The peninsula was cut off from the South until 2002 when the short-lived Ceasefire Agreement (CFA) was signed between the then United National Front (UNF) government and the LTTE. Jaffna was once again cut off from the South after the closure of the Muhamalai entry-exit point on August 11, 2006 due to increase in hostilities.
It remained closed until the war ended. But, it Jaffna was untouched by bombs and fighting. Therefore, the peninsula had somewhat settled down by the time the war ended. All it needed was a permanent link that would connect Jaffna to the rest of Sri Lanka, which eventually happened after 2009.
Even though the establishment of the link in broadened the avenues for the youth, the question arises whether some of them used them for their betterment.
For the past few years, law enforcement authorities have been battling with increasing incidents of violence, drug and alcohol abuse.
The peaceful environment had been marred by the emergence of small armed groups which consist of youth in their teen and twenties.
Security Forces Commander in Jaffna, Major General Mahesh Senanayake stated that these groups were responsible for many isolated incidents of violence, theft, kidnapping and several other small-time criminal activities.
“These groups have been terrorizing the people in the Jaffna peninsula,” he said.
He further raised concerns over the increase in alcohol addiction among the current younger generation.
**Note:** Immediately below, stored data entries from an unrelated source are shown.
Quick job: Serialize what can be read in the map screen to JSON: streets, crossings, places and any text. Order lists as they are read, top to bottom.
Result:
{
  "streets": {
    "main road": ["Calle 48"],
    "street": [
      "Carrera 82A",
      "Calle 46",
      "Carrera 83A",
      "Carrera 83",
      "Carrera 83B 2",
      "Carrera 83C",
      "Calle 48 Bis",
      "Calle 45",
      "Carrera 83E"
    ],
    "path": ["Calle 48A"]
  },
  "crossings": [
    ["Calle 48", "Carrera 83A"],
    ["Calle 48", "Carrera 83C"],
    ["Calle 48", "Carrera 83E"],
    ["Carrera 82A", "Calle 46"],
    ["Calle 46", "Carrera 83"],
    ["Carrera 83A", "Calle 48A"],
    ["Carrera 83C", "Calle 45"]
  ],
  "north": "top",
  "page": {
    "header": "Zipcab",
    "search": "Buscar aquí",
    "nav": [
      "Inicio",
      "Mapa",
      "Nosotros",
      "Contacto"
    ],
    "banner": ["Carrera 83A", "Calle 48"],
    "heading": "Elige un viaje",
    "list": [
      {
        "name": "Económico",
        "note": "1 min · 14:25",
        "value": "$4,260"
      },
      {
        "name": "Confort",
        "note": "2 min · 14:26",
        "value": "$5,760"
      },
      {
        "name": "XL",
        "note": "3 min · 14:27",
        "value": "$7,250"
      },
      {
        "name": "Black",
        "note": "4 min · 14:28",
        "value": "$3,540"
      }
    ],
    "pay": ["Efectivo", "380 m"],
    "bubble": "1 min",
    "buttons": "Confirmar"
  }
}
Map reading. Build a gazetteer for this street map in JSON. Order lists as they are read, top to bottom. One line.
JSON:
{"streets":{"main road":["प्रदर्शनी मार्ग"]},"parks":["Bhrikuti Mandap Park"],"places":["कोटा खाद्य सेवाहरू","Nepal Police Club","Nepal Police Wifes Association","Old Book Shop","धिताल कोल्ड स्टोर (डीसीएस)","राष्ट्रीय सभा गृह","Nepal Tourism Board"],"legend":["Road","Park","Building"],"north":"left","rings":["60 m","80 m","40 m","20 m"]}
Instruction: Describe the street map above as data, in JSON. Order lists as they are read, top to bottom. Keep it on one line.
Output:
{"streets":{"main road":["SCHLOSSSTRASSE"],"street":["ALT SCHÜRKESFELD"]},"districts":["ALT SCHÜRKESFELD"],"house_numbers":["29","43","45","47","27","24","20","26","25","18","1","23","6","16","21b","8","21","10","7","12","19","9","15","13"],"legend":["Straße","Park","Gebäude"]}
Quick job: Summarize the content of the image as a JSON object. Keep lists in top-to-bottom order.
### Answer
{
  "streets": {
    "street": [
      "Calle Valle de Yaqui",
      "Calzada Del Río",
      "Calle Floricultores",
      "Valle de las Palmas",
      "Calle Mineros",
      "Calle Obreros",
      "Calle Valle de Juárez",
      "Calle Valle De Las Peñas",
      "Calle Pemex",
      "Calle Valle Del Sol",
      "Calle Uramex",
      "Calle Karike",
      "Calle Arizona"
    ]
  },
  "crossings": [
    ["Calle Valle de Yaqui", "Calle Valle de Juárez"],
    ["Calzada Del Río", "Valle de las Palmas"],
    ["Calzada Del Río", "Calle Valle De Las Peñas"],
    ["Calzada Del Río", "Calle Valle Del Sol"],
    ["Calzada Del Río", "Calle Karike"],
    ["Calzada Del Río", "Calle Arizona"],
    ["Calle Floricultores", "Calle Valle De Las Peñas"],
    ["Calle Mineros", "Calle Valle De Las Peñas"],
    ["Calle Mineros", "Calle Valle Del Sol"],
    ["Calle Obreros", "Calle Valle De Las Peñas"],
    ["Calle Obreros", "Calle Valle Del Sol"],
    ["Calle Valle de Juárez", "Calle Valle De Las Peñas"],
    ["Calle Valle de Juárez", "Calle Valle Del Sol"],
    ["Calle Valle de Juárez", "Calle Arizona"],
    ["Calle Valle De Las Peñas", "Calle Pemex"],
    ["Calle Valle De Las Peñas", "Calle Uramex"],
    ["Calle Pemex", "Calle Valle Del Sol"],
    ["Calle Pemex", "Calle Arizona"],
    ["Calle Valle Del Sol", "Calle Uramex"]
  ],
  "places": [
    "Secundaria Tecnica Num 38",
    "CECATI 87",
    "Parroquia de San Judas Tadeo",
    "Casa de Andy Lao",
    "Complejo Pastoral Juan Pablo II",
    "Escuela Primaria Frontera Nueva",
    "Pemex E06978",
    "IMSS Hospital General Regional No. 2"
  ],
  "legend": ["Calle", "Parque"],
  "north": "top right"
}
He pointed out that many of these groups were involved in the drug racket. “There is this motorcycle culture where members of these gangs roam around the roads in cliques. Very often they carry liquor while travelling. In addition, they also bully and play pranks on innocent girls. This is not a healthy thing as far as the future of the peninsula is concerned,” he pointed out.
He added that the police and security forces had taken stringent measures to ensure that such activities do not hamper the day-to-day activities of the public in any manner.
Tackling the menace
It is not only the duty of the police and law enforcement authorities to tackle this menace, but of each individual.
Initiatives should come from family circles, which should later incorporate community heads and civil society representatives.
The emergence of groups and cliques is not a healthy sign especially in the North due to its violent history.
The Northern Province has been known to produce eminent personalities who have excelled in academic activities.
Today, the situation has changed where the youth are led in a different direction.